◆ Assignment:
Scan the data beneath this task and copy each line that includes "Mahdibagh".

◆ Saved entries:

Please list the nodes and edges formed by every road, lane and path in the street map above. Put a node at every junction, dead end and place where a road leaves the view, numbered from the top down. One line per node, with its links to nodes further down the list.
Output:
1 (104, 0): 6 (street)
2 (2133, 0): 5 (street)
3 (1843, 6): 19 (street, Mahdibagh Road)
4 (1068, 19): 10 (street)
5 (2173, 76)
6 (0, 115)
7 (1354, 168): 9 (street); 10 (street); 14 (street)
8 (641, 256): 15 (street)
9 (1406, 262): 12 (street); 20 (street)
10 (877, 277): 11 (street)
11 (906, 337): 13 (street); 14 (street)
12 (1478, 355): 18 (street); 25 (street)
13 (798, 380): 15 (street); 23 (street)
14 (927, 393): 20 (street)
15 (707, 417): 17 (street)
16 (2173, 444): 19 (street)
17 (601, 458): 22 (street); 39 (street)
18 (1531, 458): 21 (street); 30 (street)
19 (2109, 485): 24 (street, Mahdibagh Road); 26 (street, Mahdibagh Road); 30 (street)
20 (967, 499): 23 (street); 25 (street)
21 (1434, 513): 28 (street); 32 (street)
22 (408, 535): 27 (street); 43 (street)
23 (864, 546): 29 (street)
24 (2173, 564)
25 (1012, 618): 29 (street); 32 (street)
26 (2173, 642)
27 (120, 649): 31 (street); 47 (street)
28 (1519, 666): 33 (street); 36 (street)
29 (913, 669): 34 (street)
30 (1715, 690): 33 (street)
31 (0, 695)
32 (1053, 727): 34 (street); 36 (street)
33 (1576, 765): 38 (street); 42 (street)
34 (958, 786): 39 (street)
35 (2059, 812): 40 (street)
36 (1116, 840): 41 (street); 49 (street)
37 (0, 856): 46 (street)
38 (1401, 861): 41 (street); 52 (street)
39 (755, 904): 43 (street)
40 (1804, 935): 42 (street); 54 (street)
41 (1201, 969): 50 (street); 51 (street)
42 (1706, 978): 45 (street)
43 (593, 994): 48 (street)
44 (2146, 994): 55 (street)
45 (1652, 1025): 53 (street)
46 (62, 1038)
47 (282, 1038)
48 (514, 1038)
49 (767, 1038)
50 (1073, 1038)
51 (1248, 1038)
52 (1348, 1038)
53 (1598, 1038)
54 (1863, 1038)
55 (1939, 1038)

◆ Response to the exercise:
3 (1843, 6): 19 (street, Mahdibagh Road)
19 (2109, 485): 24 (street, Mahdibagh Road); 26 (street, Mahdibagh Road); 30 (street)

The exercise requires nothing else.